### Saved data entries
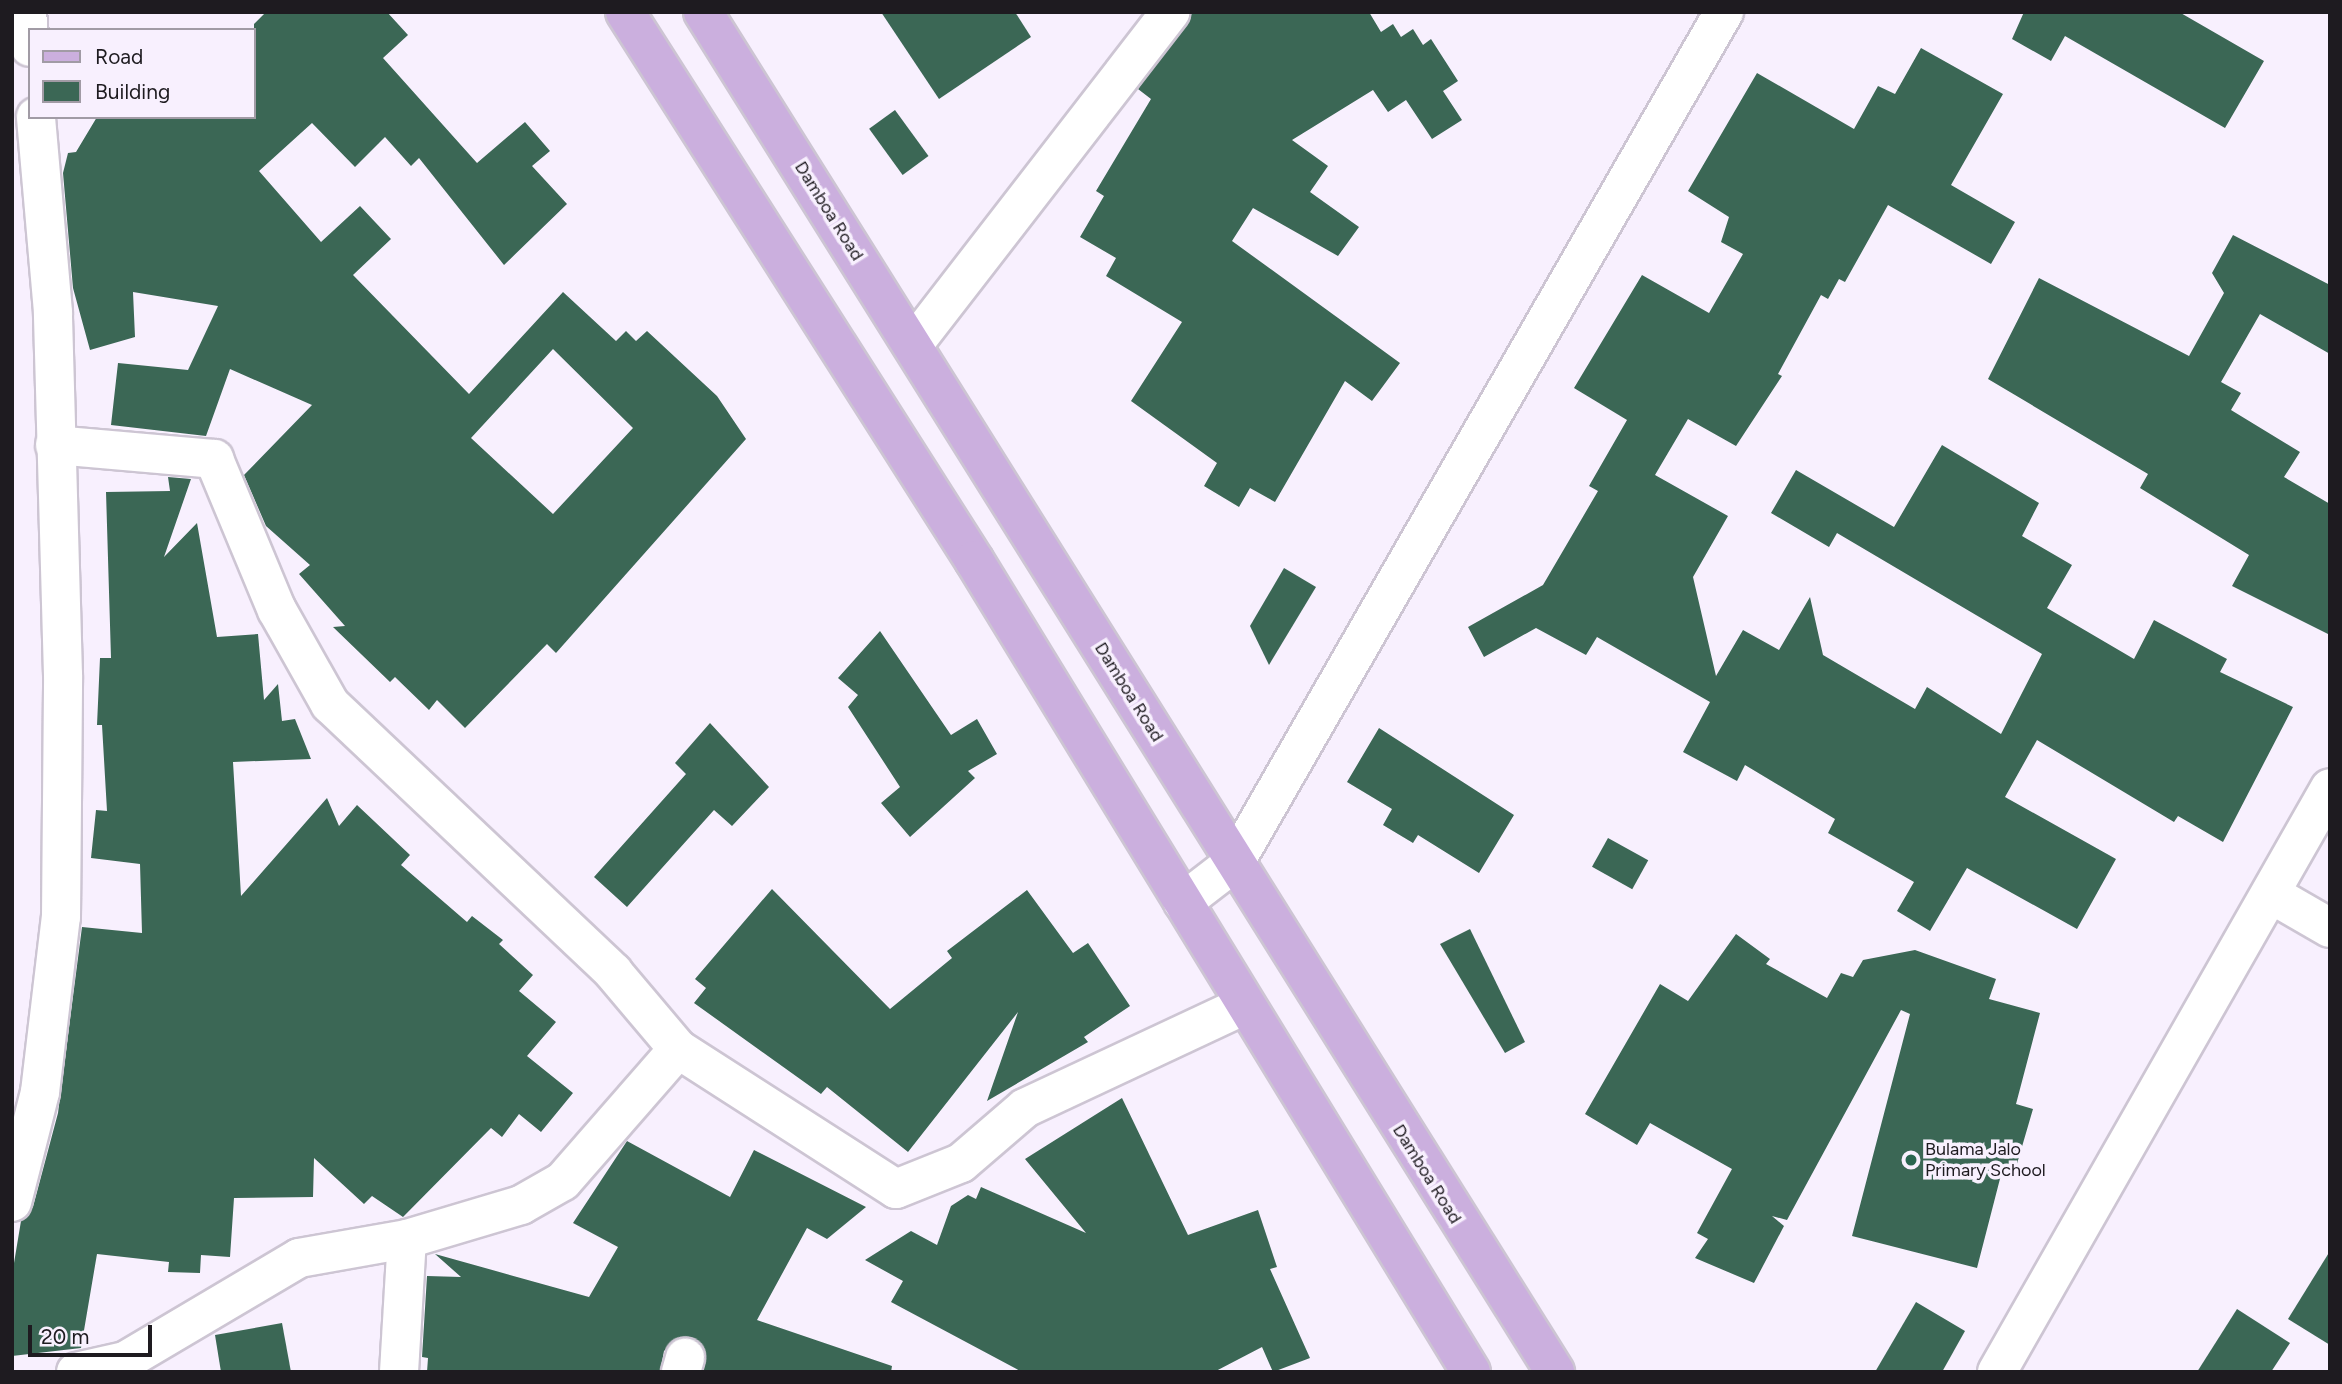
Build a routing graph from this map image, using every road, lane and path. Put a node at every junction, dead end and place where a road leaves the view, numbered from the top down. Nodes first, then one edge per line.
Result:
1 (625, 12) edge
2 (703, 12) edge
3 (1170, 12) edge
4 (1724, 12) edge
5 (36, 119) edge
6 (913, 345) junction
7 (55, 445) junction
8 (2330, 788) edge
9 (1235, 862) junction
10 (2271, 894) junction
11 (1183, 902) junction
12 (2330, 928) edge
13 (1245, 1006) junction
14 (678, 1049) junction
15 (12, 1202) edge
16 (407, 1239) junction
17 (76, 1372) edge
18 (399, 1372) edge
19 (1471, 1372) edge
20 (1555, 1372) edge
21 (1997, 1372) edge

1 - 11 main road
2 - 6 main road, Damboa Road
3 - 6 street
4 - 9 street
5 - 7 street
6 - 9 main road, Damboa Road
7 - 14 street
7 - 15 street
8 - 10 street
9 - 11 street
9 - 20 main road, Damboa Road
10 - 12 street
10 - 21 street
11 - 13 main road
13 - 14 street
13 - 19 main road
14 - 16 street
16 - 17 street
16 - 18 street

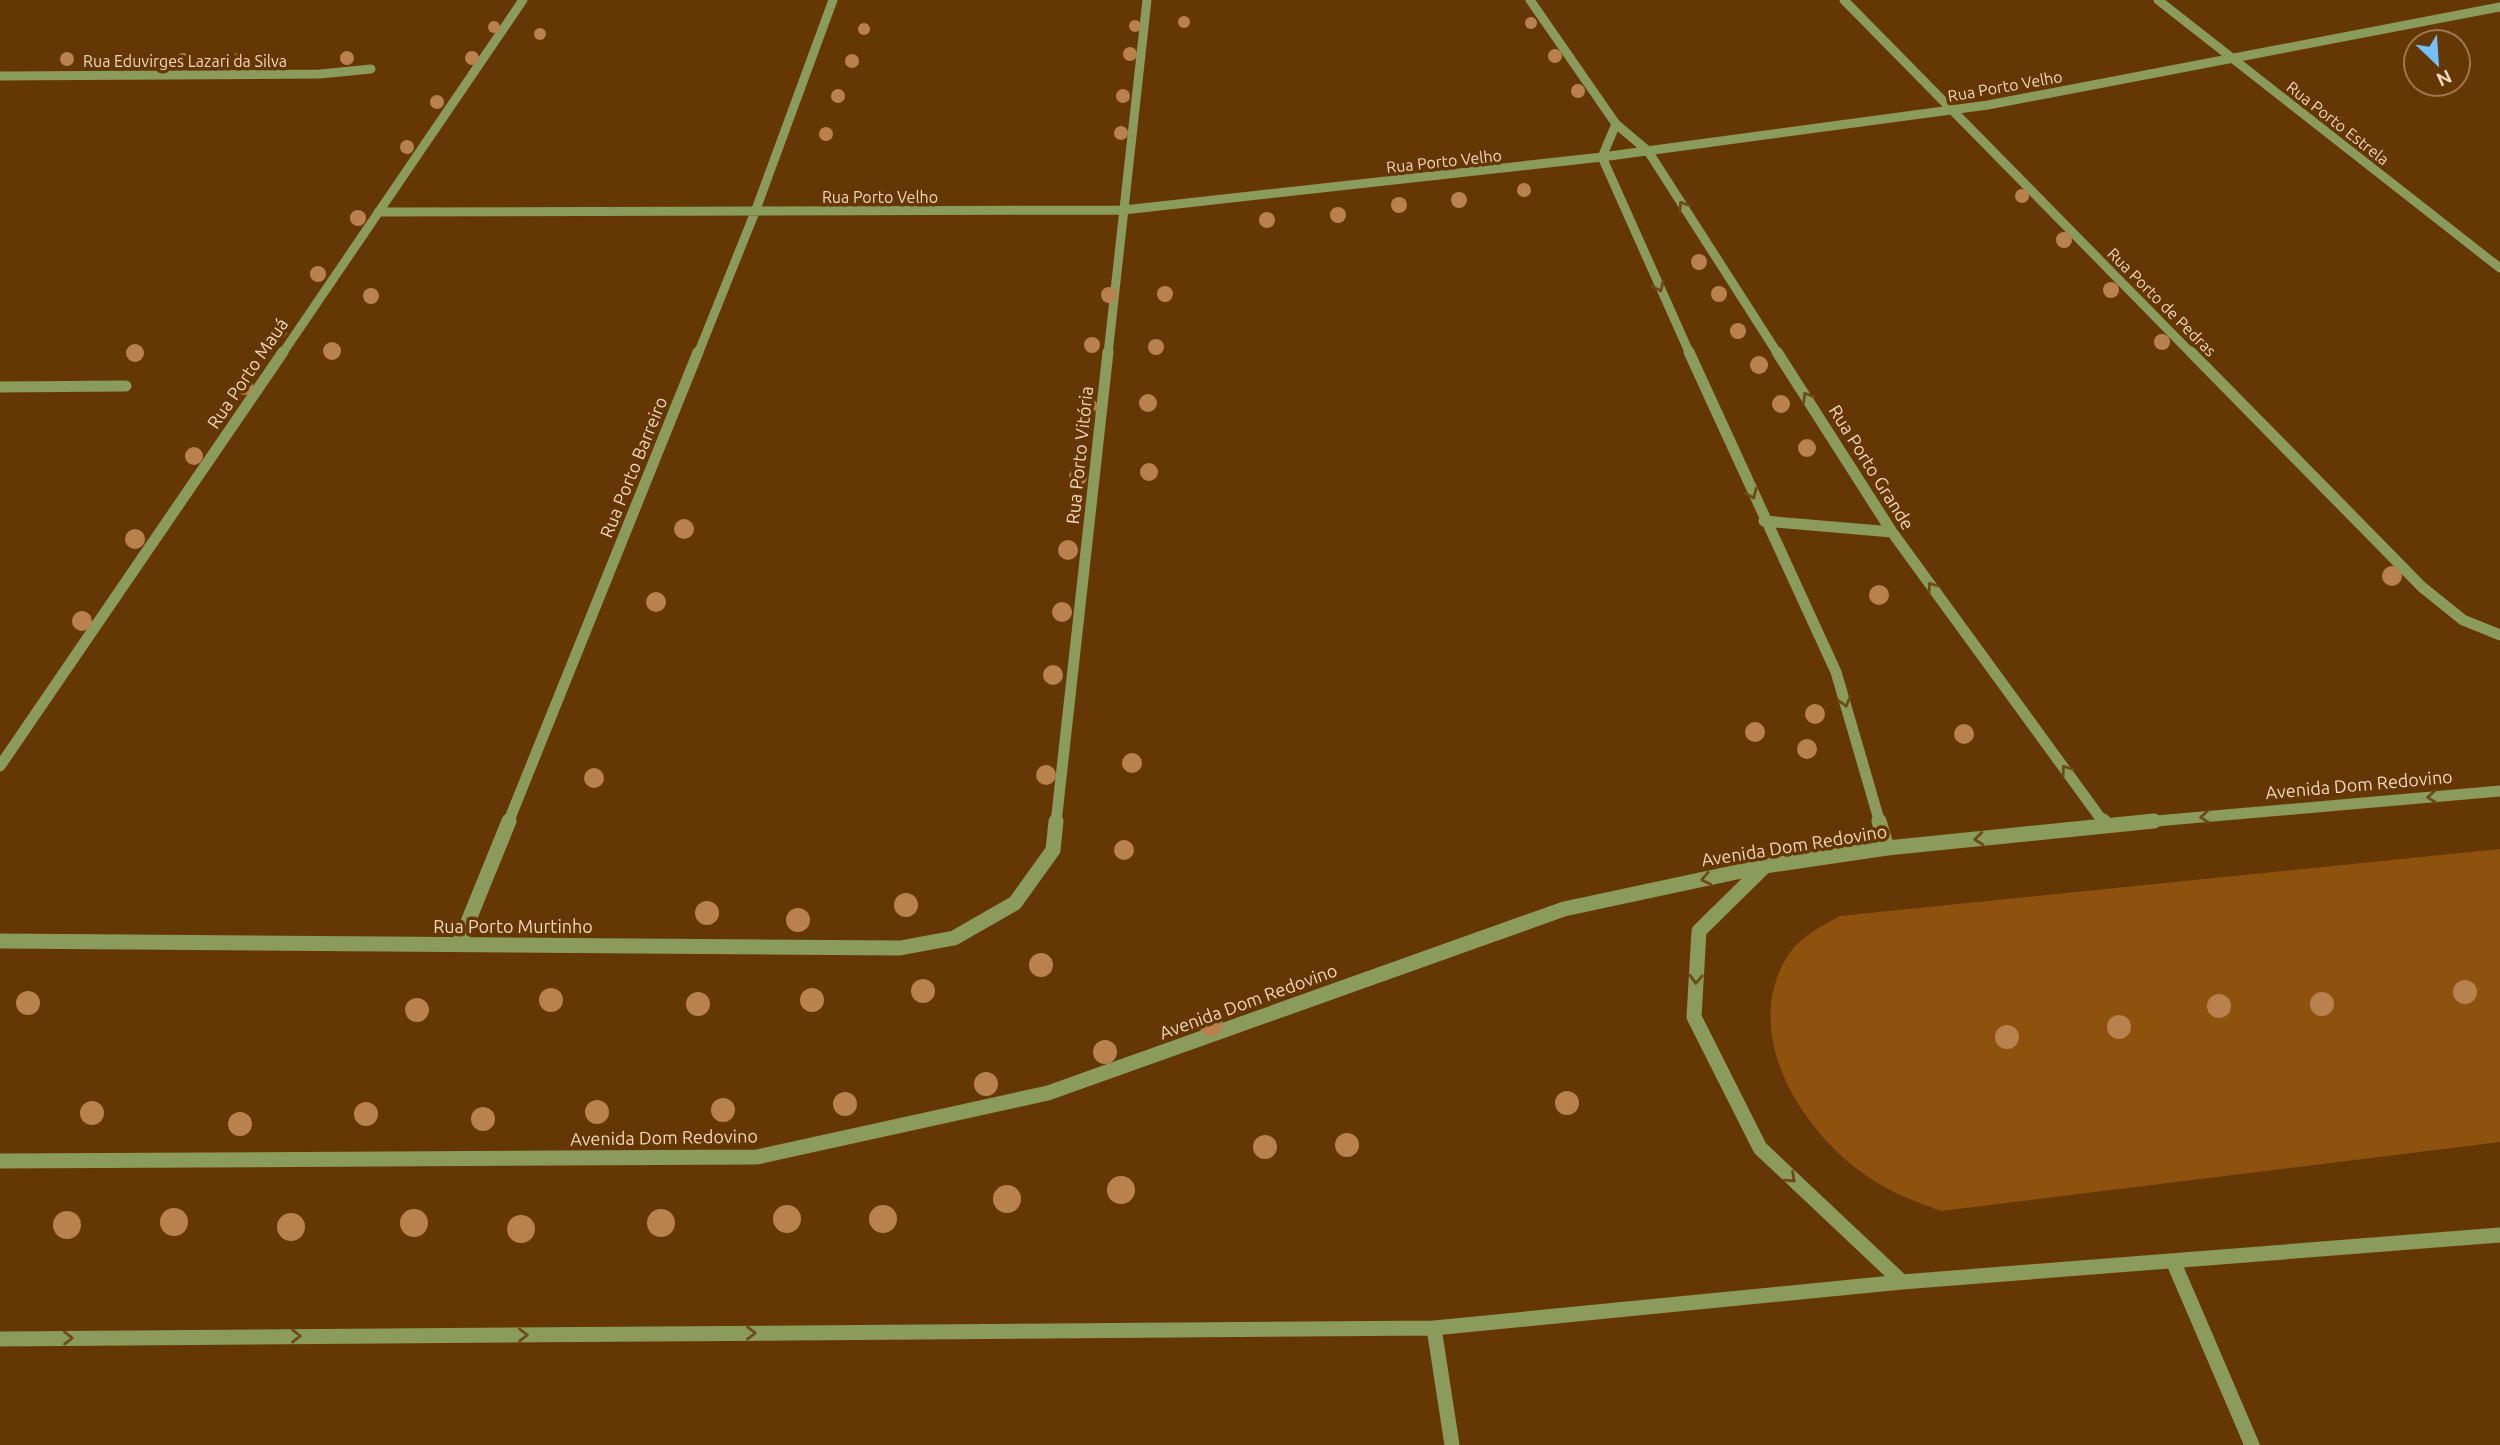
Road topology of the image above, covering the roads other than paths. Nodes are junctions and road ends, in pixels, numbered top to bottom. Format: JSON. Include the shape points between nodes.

### Exercise description
For the records above, give every line again exactly and skip the pictures.

### Exercise solution
Build a routing graph from this map image, using every road, lane and path. Put a node at every junction, dead end and place where a road leaves the view, numbered from the top down. Nodes first, then one edge per line.
Result:
1 (625, 12) edge
2 (703, 12) edge
3 (1170, 12) edge
4 (1724, 12) edge
5 (36, 119) edge
6 (913, 345) junction
7 (55, 445) junction
8 (2330, 788) edge
9 (1235, 862) junction
10 (2271, 894) junction
11 (1183, 902) junction
12 (2330, 928) edge
13 (1245, 1006) junction
14 (678, 1049) junction
15 (12, 1202) edge
16 (407, 1239) junction
17 (76, 1372) edge
18 (399, 1372) edge
19 (1471, 1372) edge
20 (1555, 1372) edge
21 (1997, 1372) edge

1 - 11 main road
2 - 6 main road, Damboa Road
3 - 6 street
4 - 9 street
5 - 7 street
6 - 9 main road, Damboa Road
7 - 14 street
7 - 15 street
8 - 10 street
9 - 11 street
9 - 20 main road, Damboa Road
10 - 12 street
10 - 21 street
11 - 13 main road
13 - 14 street
13 - 19 main road
14 - 16 street
16 - 17 street
16 - 18 street

Road topology of the image above, covering the roads other than paths. Nodes are junctions and road ends, in pixels, numbered top to bottom. Format: JSON. Include the shape points between nodes.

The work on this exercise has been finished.